GIVEN DATA:
++++++++++++++++++++
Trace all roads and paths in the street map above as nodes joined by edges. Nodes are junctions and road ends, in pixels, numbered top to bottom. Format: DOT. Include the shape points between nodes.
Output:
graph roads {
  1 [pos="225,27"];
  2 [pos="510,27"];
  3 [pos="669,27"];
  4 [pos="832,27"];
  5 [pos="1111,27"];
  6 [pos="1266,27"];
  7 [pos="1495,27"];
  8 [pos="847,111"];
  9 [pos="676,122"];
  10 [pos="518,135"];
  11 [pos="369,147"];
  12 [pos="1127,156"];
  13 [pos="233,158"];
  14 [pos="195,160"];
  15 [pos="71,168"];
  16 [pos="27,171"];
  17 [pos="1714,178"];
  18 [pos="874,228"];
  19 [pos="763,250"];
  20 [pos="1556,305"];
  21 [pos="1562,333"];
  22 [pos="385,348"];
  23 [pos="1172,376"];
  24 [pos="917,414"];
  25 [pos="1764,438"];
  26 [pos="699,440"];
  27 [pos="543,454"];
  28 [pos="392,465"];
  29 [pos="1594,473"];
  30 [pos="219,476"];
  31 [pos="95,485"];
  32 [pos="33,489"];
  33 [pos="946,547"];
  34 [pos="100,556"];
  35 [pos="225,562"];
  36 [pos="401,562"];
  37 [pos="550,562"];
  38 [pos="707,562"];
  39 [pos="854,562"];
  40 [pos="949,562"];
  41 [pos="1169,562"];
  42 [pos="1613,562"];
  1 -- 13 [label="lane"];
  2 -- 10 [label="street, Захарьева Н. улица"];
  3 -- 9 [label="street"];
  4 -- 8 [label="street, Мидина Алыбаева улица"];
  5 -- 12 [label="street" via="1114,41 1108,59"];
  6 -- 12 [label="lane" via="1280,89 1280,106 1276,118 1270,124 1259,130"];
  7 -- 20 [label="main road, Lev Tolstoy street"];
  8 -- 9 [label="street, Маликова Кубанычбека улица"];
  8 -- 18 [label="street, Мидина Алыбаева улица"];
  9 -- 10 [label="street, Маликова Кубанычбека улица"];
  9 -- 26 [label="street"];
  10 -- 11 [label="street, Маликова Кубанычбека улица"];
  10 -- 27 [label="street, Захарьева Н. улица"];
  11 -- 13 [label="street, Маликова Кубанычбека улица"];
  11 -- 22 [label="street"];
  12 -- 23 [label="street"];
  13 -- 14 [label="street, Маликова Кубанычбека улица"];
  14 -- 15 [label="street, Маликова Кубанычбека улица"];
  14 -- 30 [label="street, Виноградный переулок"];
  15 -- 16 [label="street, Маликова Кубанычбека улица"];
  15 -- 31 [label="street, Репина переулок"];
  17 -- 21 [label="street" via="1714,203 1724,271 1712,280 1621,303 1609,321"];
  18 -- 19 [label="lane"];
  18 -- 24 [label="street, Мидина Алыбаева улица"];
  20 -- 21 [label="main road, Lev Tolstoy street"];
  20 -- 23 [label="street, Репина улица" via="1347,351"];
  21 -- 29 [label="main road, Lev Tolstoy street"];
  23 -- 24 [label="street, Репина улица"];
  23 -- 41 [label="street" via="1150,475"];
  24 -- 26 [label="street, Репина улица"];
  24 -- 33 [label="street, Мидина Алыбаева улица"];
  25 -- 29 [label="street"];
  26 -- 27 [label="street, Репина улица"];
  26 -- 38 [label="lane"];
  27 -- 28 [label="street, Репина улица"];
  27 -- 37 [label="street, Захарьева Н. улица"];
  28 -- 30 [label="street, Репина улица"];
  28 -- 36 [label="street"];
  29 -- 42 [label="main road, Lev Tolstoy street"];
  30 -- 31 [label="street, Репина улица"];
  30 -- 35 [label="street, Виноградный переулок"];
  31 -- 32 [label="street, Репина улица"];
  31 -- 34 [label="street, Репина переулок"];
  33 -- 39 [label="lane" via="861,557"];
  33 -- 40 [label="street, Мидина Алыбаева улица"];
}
++++++++++++++++++++
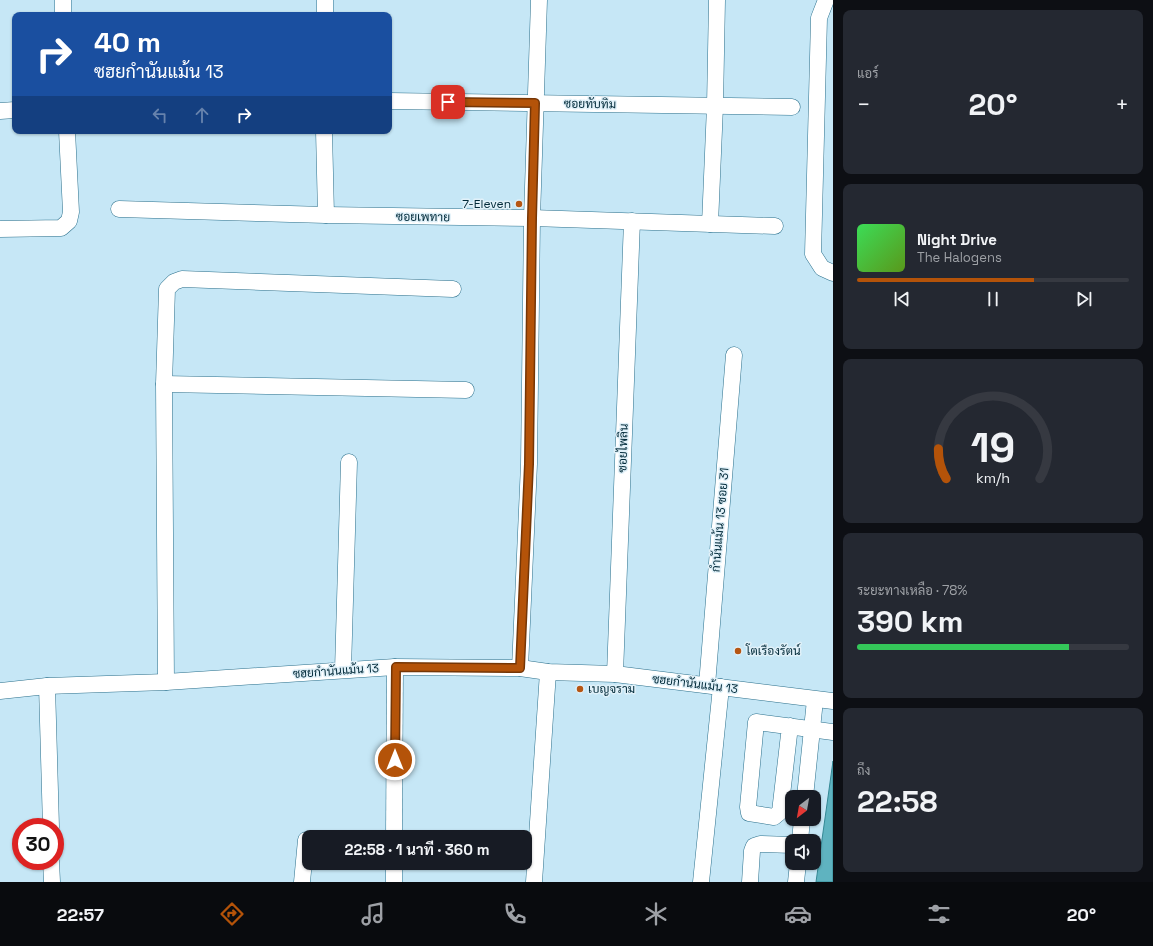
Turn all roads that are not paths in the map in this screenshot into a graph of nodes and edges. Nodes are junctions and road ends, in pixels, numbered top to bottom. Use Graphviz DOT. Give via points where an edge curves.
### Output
++++++++++++++++++++
EXERCISE OBJECTIVE: Wherever a line of the entries holds the string "nodes", copy that line.

ANSWER FOR THIS EXERCISE:
Trace all roads and paths in the street map above as nodes joined by edges. Nodes are junctions and road ends, in pixels, numbered top to bottom. Format: DOT. Include the shape points between nodes.
Turn all roads that are not paths in the map in this screenshot into a graph of nodes and edges. Nodes are junctions and road ends, in pixels, numbered top to bottom. Use Graphviz DOT. Give via points where an edge curves.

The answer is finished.